*** PROVIDED DATA ***
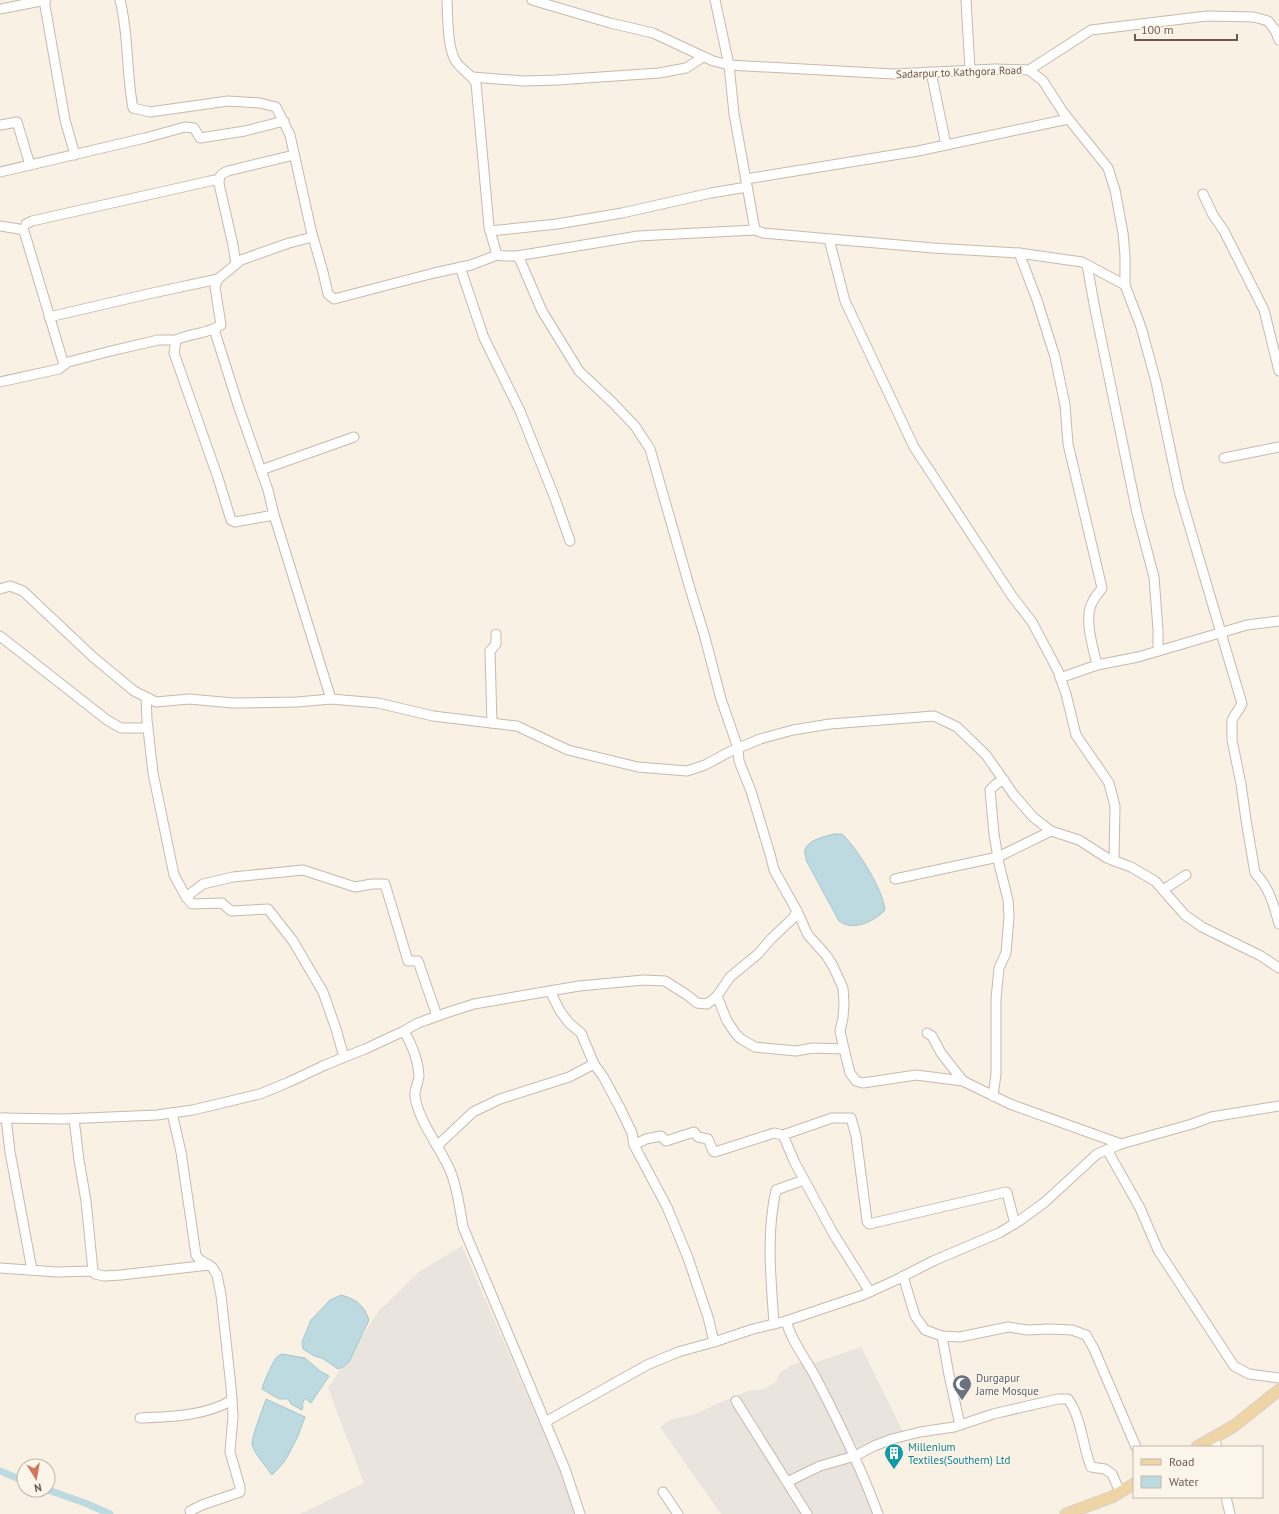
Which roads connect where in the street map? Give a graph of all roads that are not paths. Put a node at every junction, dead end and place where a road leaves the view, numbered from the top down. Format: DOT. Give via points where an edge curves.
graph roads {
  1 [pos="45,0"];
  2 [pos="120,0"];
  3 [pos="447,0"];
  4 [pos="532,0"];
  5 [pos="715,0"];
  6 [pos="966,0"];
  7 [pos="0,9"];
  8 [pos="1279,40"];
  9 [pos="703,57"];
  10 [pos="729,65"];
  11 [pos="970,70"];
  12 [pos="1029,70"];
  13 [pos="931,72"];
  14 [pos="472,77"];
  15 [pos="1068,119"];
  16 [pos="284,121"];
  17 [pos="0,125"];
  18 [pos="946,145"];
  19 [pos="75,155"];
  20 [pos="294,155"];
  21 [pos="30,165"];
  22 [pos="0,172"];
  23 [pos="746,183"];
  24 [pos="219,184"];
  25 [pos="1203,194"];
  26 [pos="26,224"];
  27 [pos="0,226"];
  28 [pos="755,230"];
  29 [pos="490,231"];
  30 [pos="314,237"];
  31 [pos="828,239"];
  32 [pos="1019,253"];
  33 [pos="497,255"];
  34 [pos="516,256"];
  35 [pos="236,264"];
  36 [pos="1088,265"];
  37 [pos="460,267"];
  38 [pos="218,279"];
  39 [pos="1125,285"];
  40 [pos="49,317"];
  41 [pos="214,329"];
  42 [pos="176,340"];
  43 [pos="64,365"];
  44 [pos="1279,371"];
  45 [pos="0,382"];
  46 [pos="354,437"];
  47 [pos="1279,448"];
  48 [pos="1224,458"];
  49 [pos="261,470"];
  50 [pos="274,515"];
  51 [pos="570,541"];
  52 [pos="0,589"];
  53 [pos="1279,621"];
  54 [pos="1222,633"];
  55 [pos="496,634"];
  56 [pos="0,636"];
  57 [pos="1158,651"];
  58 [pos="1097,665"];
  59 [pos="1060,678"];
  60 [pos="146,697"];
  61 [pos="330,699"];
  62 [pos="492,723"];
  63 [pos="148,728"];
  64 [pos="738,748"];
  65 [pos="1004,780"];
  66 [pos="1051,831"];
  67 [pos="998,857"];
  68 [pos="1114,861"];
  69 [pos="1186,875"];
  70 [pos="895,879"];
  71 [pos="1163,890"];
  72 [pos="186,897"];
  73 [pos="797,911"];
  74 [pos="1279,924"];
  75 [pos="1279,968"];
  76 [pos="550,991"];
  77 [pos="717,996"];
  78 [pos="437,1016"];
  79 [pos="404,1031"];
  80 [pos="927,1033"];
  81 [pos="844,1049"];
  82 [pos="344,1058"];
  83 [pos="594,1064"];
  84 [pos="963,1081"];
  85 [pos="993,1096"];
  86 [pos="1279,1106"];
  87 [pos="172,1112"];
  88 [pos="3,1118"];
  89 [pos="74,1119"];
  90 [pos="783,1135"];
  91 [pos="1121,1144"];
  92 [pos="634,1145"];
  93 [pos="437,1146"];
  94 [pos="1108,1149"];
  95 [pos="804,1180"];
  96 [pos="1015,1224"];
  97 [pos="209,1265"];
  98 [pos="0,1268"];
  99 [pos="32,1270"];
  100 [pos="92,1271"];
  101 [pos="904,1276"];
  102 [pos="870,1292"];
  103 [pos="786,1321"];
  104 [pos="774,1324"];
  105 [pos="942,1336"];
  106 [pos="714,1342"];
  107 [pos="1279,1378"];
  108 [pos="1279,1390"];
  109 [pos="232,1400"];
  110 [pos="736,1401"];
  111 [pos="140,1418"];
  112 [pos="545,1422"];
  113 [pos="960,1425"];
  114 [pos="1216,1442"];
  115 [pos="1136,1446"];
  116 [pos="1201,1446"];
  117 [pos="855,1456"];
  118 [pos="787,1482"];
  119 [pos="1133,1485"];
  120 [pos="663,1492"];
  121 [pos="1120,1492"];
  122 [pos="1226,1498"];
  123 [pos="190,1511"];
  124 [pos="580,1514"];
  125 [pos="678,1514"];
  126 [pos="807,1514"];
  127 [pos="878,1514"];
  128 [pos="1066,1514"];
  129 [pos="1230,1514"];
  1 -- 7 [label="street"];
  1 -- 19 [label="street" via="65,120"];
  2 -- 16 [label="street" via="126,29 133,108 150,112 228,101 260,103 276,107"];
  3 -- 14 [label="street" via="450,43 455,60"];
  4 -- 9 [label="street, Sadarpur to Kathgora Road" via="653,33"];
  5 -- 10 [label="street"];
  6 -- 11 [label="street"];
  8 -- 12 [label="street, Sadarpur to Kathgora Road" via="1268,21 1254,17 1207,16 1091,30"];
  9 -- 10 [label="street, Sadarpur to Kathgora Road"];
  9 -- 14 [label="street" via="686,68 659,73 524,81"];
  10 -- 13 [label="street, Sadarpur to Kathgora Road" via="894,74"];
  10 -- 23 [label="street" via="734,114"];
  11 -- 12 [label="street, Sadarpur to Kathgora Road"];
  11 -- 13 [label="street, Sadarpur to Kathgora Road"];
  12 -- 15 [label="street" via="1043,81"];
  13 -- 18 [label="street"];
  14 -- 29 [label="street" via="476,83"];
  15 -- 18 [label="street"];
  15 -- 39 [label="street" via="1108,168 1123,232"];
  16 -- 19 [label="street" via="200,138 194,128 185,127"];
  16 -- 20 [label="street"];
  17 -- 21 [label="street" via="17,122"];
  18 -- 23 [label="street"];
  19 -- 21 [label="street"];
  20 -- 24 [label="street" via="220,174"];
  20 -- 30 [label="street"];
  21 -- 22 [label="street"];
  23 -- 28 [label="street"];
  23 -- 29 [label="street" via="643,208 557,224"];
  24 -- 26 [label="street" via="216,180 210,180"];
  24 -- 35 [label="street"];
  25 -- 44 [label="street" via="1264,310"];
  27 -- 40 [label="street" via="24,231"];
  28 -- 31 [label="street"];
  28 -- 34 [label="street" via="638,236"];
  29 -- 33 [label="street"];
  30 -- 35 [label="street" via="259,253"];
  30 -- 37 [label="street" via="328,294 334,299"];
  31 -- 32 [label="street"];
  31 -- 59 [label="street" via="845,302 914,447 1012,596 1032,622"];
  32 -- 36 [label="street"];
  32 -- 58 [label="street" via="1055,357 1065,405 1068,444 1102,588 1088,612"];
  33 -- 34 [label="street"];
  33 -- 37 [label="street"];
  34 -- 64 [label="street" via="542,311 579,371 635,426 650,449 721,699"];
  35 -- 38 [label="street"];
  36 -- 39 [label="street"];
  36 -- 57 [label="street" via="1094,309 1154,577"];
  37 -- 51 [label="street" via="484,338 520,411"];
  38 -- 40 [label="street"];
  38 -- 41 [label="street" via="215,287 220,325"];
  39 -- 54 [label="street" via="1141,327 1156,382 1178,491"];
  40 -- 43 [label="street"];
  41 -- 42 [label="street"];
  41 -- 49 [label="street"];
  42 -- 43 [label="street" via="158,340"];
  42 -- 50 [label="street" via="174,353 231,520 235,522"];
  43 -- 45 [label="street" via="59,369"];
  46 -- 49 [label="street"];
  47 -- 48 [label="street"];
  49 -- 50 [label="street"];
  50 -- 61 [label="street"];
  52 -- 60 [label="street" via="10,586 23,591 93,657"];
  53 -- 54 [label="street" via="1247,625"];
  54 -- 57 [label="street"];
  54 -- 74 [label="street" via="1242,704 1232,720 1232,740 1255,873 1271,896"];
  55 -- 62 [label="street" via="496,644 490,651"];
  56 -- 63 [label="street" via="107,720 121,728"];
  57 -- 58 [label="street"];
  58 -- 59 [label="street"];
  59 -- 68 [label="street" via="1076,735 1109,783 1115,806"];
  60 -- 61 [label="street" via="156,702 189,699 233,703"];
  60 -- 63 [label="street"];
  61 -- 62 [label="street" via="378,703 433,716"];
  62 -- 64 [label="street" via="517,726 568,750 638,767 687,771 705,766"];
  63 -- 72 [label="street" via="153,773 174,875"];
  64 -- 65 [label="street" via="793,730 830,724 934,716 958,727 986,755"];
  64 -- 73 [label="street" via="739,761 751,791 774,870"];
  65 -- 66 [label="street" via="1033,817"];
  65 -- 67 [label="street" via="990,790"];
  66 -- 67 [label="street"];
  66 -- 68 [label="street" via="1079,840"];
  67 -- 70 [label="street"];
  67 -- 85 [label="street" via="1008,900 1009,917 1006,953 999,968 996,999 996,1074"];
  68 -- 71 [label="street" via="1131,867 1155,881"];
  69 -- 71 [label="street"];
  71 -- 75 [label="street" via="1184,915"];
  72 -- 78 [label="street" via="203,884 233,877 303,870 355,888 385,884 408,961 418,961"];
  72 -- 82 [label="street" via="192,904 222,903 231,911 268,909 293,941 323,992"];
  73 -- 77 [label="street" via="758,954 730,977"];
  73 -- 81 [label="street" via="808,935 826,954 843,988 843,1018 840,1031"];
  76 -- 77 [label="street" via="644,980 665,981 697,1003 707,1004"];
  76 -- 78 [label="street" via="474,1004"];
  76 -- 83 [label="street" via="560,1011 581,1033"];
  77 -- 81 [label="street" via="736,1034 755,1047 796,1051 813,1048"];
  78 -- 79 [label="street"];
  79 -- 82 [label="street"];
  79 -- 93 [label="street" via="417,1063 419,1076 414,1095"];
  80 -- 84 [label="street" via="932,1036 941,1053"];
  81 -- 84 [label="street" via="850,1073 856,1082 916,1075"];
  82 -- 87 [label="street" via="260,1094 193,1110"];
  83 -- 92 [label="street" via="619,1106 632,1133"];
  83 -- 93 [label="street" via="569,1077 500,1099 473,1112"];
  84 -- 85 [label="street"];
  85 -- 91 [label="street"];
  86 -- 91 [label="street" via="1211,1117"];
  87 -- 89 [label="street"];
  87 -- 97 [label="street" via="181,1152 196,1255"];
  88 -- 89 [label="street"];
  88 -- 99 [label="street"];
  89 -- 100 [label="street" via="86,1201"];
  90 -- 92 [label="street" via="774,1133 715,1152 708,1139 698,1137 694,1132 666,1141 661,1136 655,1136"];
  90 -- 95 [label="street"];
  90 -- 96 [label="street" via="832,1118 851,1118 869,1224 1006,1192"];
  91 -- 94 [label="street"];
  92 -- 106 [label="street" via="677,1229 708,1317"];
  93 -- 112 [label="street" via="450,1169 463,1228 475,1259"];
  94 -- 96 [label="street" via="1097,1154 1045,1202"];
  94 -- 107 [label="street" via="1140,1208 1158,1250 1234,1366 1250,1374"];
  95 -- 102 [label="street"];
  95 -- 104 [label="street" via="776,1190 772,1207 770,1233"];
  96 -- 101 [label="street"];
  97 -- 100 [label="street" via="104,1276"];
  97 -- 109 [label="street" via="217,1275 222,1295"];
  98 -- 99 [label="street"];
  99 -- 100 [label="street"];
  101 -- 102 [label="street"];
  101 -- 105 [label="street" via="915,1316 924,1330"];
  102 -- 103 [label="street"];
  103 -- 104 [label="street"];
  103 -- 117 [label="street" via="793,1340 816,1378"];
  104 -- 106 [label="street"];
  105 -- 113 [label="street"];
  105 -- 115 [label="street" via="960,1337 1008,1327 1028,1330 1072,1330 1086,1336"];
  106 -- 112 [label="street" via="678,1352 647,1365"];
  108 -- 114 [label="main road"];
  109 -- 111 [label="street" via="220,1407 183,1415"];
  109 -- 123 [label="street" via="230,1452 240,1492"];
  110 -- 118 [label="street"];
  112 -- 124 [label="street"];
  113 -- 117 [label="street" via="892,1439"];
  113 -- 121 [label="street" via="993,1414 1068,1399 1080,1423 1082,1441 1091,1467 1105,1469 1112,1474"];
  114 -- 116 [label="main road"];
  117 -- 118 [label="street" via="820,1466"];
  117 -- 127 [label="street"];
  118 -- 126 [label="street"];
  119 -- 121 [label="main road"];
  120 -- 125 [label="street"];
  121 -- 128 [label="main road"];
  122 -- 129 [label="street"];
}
*** End of PROVIDED DATA ***
• [TASK]: Search the listing for the word "graph" and return each line that holds it.

• [RESPONSE TO THE EXERCISE]:
Which roads connect where in the street map? Give a graph of all roads that are not paths. Put a node at every junction, dead end and place where a road leaves the view, numbered from the top down. Format: DOT. Give via points where an edge curves.
graph roads {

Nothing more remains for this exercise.